Logo Questions Linux Laravel Mysql Ubuntu Git Menu
 

ActiveRecord query changing when a dot/period is in condition value

See the updates at the bottom. I've narrowed this down significantly.

I've also created a barebones app demonstrating this bug: https://github.com/coreyward/bug-demo

And I've also created a bug ticket in the official tracker: https://rails.lighthouseapp.com/projects/8994/tickets/6611-activerecord-query-changing-when-a-dotperiod-is-in-condition-value

If someone can either tell me how to monkey-patch this or explain where this is happening in Rails I'd be very grateful.


I'm getting some bizarre/unexpected behavior. That'd lead me to believe either there is a bug (confirmation that this is a bug would be a perfect answer), or I am missing something that is right under my nose (or that I don't understand).

The Code

class Gallery < ActiveRecord::Base
  belongs_to :portfolio
  default_scope order(:ordinal)
end

class Portfolio < ActiveRecord::Base
  has_many :galleries
end

# later, in a controller action
scope = Portfolio.includes(:galleries) # eager load galleries
if some_condition
  @portfolio = scope.find_by_domain('domain.com')
else
  @portfolio = scope.find_by_vanity_url('vanity_url')
end
  • I have Portfolios which can have multiple Galleries each.
  • The galleries have ordinal, vanity_url, and domain attributes.
  • The gallery ordinals are set as integers from zero on up. I've confirmed that this works as expected by checking Gallery.where(:portfolio_id => 1).map &:ordinal, which returns [0,1,2,3,4,5,6] as expected.
  • Both vanity_url and domain are t.string, :null => false columns with unique indexes.

The Problem

If some_condition is true and find_by_domain is run, the galleries returned do not respect the default scope. If find_by_vanity_url is run, the galleries are ordered according to the default scope. I looked at the queries being generated, and they are very different.

The Queries

# find_by_domain SQL: (edited out additional selected columns for brevity)

Portfolio Load (2.5ms)  SELECT DISTINCT `portfolios`.id FROM `portfolios` LEFT OUTER JOIN `galleries` ON `galleries`.`portfolio_id` = `portfolios`.`id` WHERE `portfolios`.`domain` = 'lvh.me' LIMIT 1
Portfolio Load (0.4ms)  SELECT `portfolios`.`id` AS t0_r0, `portfolios`.`vanity_url` AS t0_r2, `portfolios`.`domain` AS t0_r11, `galleries`.`id` AS t1_r0, `galleries`.`portfolio_id` AS t1_r1, `galleries`.`ordinal` AS t1_r6 FROM `portfolios` LEFT OUTER JOIN `galleries` ON `galleries`.`portfolio_id` = `portfolios`.`id` WHERE `portfolios`.`domain` = 'lvh.me' AND `portfolios`.`id` IN (1)

# find_by_vanity_url SQL:

Portfolio Load (0.4ms)  SELECT `portfolios`.* FROM `portfolios` WHERE `portfolios`.`vanity_url` = 'cw' LIMIT 1
Gallery Load (0.3ms)  SELECT `galleries`.* FROM `galleries` WHERE (`galleries`.portfolio_id = 1) ORDER BY ordinal

So the query generated by find_by_domain doesn't have an ORDER statement, hence things aren't being ordered as desired.
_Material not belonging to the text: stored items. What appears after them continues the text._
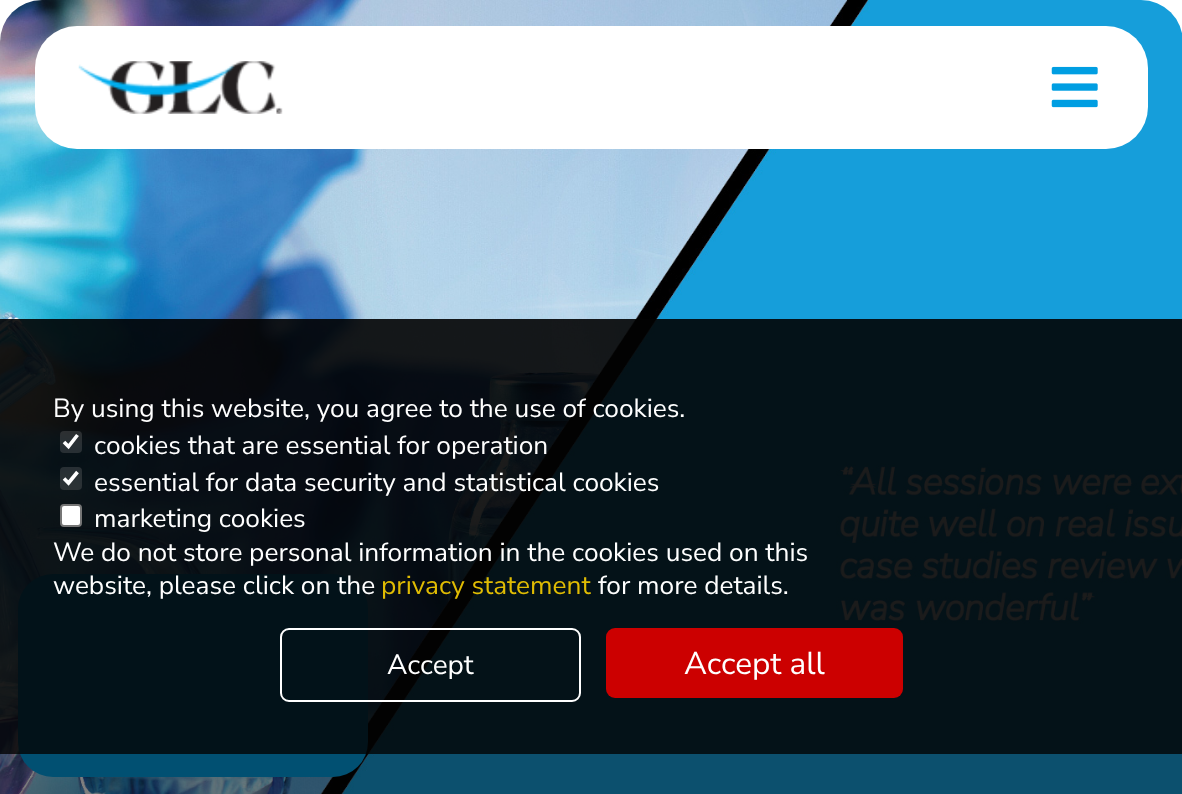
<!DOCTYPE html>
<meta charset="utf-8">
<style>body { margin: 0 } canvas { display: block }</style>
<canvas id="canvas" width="1182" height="794"></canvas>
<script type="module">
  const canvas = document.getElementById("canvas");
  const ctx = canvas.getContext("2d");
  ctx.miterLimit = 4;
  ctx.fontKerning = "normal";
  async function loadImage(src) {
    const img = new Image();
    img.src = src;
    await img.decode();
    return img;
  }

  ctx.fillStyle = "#ffffff";
  ctx.fillRect(0, 0, 1182, 794);
  ctx.drawImage(await loadImage("img1.png"), 0, 0, 1182, 794);
  ctx.beginPath();
  ctx.roundRect(35, 26, 1113, 123, 42);
  ctx.fill();
  ctx.drawImage(await loadImage("img2.png"), 78, 61, 205, 53);
  ctx.drawImage(await loadImage("img3.png"), 1051, 66, 47, 42);
  ctx.fillStyle = "#009ee2";
  ctx.beginPath();
  ctx.roundRect(18, 574, 350, 203, 35);
  ctx.fill();
  ctx.fillStyle = "rgba(1, 1, 1, 0.5)";
  ctx.fillRect(0, 319, 1182, 475);
  ctx.fillStyle = "rgba(3, 3, 3, 0.8)";
  ctx.fillRect(0, 319, 1182, 435);
  ctx.font = "26.25px Nunito Sans";
  ctx.fillStyle = "#ffffff";
  ctx.fillText("By using this website, you agree to the use of cookies.", 53, 417);
  ctx.fillStyle = "rgba(118, 118, 118, 0.3)";
  ctx.beginPath();
  ctx.roundRect(60, 431, 22, 22, 4);
  ctx.fill();
  ctx.beginPath();
  ctx.moveTo(64, 442);
  ctx.lineTo(68.5, 446.5);
  ctx.lineTo(77.5, 435);
  ctx.strokeStyle = "#ffffff";
  ctx.lineWidth = 3.6;
  ctx.stroke();
  ctx.fillStyle = "#ffffff";
  ctx.fillText("cookies that are essential for operation", 94, 454);
  ctx.fillStyle = "rgba(118, 118, 118, 0.3)";
  ctx.beginPath();
  ctx.roundRect(60, 467, 22, 23, 4);
  ctx.fill();
  ctx.beginPath();
  ctx.moveTo(64, 478.5);
  ctx.lineTo(68.5, 483);
  ctx.lineTo(77.5, 472);
  ctx.stroke();
  ctx.fillStyle = "#ffffff";
  ctx.fillText("essential for data security and statistical cookies", 94, 491);
  ctx.beginPath();
  ctx.roundRect(61, 505, 20, 21, 3);
  ctx.fill();
  ctx.strokeStyle = "#767676";
  ctx.lineWidth = 2;
  ctx.stroke();
  ctx.fillText("marketing cookies", 94, 527);
  ctx.fillText("We do not store personal information in the cookies used on this", 53, 561);
  ctx.fillText("website, please click on the", 53, 594);
  ctx.fillStyle = "#e0bc03";
  ctx.fillText("privacy statement", 381, 594);
  ctx.fillStyle = "#ffffff";
  ctx.fillText("for more details.", 598, 594);
  ctx.beginPath();
  ctx.roundRect(281, 629, 299, 72, 8);
  ctx.strokeStyle = "#ffffff";
  ctx.stroke();
  ctx.font = "28px Nunito Sans";
  ctx.fillText("Accept", 387, 674);
  ctx.fillStyle = "#cc0000";
  ctx.beginPath();
  ctx.roundRect(606, 628, 297, 70, 9);
  ctx.fill();
  ctx.font = "31.5px Nunito Sans";
  ctx.fillStyle = "#ffffff";
  ctx.fillText("Accept all", 684, 674);
</script>
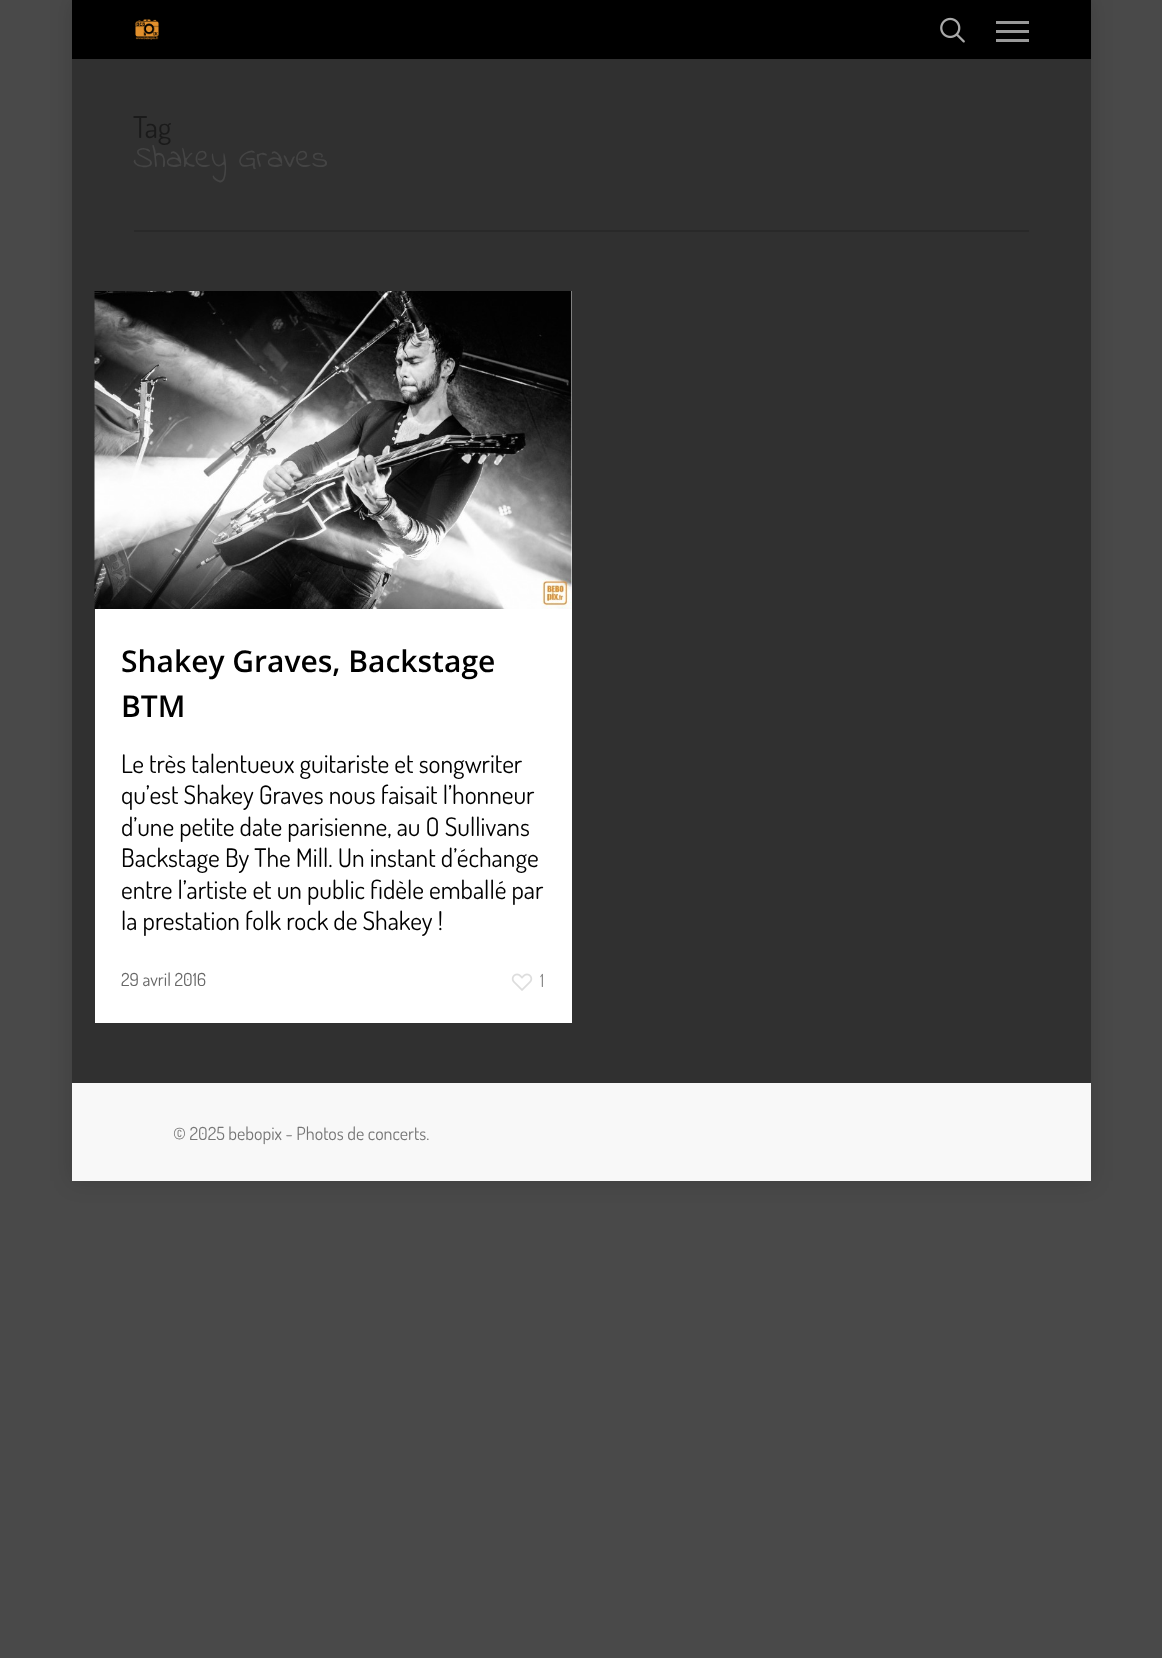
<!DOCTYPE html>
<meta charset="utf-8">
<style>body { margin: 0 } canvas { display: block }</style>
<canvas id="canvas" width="1162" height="1658"></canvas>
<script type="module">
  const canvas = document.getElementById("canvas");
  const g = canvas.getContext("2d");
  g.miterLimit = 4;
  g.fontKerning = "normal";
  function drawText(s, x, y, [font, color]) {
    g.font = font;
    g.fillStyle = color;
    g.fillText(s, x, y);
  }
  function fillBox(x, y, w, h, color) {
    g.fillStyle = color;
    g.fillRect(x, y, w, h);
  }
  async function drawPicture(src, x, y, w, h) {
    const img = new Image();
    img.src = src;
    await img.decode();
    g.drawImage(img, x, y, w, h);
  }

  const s1 = ["30px Dosis", "#1A1A1A"];
  const s2 = ["31.5px Indie Flower", "#444444"];
  const s3 = ["600 30px Open Sans", "#000000"];
  const s4 = ["25.5px Dosis", "#000000"];
  const s5 = ["18px Dosis", "#676767"];
  const s6 = ["18px Dosis", "#888888"];
  const s7 = ["18px Dosis", "#777777"];

  fillBox(0, 0, 1162, 1658, "#494949");
  g.fillStyle = "rgba(0, 0, 0, 0.15)";
  g.filter = "blur(11px)";
  g.beginPath();
  g.rect(72, 0, 1019, 1181);
  g.fill();
  g.filter = "none";
  fillBox(72, 1083, 1019, 98, "#F8F8F8");
  fillBox(72, 0, 1019, 59, "#000000");
  await drawPicture("pic1.png", 135, 19, 24, 21);
  await drawPicture("pic2.png", 940, 17, 25, 26);
  fillBox(996, 21, 33, 3, "#999999");
  fillBox(996, 39, 33, 3, "#999999");
  fillBox(996, 30, 33, 3, "#999999");
  fillBox(72, 59, 1019, 1024, "#303030");
  fillBox(134, 230, 895, 2, "#292929");
  drawText("Tag", 133, 138, s1);
  drawText("Shakey Graves", 133, 167, s2);
  fillBox(95, 291, 477, 732, "#FFFFFF");
  await drawPicture("pic3.png", 94, 291, 478, 318);
  drawText("Shakey Graves, Backstage", 121, 672, s3);
  drawText("BTM", 121, 717, s3);
  drawText("Le très talentueux guitariste et songwriter", 121, 773, s4);
  drawText("qu’est Shakey Graves nous faisait l’honneur", 121, 804, s4);
  drawText("d’une petite date parisienne, au O Sullivans", 121, 836, s4);
  drawText("Backstage By The Mill. Un instant d’échange", 121, 867, s4);
  drawText("entre l’artiste et un public fidèle emballé par", 121, 899, s4);
  drawText("la prestation folk rock de Shakey !", 121, 930, s4);
  drawText("29 avril 2016", 121, 986, s5);
  await drawPicture("pic4.png", 511, 973, 22, 18);
  drawText("1", 540, 987, s6);
  drawText("© 2025 bebopix - Photos de concerts.", 173, 1140, s7);
</script>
My question is...

Why is this happening? What is prompting Rails 3 to generate different queries to these two columns?


Update

This is really strange. I've considered and ruled out all of the following:

  • Indexes on the columns
  • Reserved/special words in Rails
  • A column name collision between the tables (ie. domain being on both tables)
  • The field type, both in the DB and Schema
  • The "allow null" setting
  • The separate scope

I get the same behavior as find_by_vanity_url with location, phone, and title; I get the same behavior as find_by_domain with email.


Another Update

I've narrowed it down to when the parameter has a period (.) in the name:

find_by_something('localhost') # works fine
find_by_something('name_routed_to_127_0_0_1') # works fine
find_by_something('my_computer.local') # fails
find_by_something('lvh.me') #fails

I'm not familiar enough with the internals to say where the query formed might change based on the value of a WHERE condition.

like image 603
coreyward Avatar asked Mar 04 '11 21:03

coreyward


1 Answers

The difference between the two strategies for eager loading are discussed in the comments here

https://github.com/rails/rails/blob/3-0-stable/activerecord/lib/active_record/association_preload.rb

From the documentation:

# The second strategy is to use multiple database queries, one for each
# level of association. Since Rails 2.1, this is the default strategy. In
# situations where a table join is necessary (e.g. when the +:conditions+
# option references an association's column), it will fallback to the table
# join strategy.

I believe that the dot in "foo.bar" is causing active record to think that you are putting a condition on a table that is outside of the originating model which prompts the second strategy discussed in the documentation.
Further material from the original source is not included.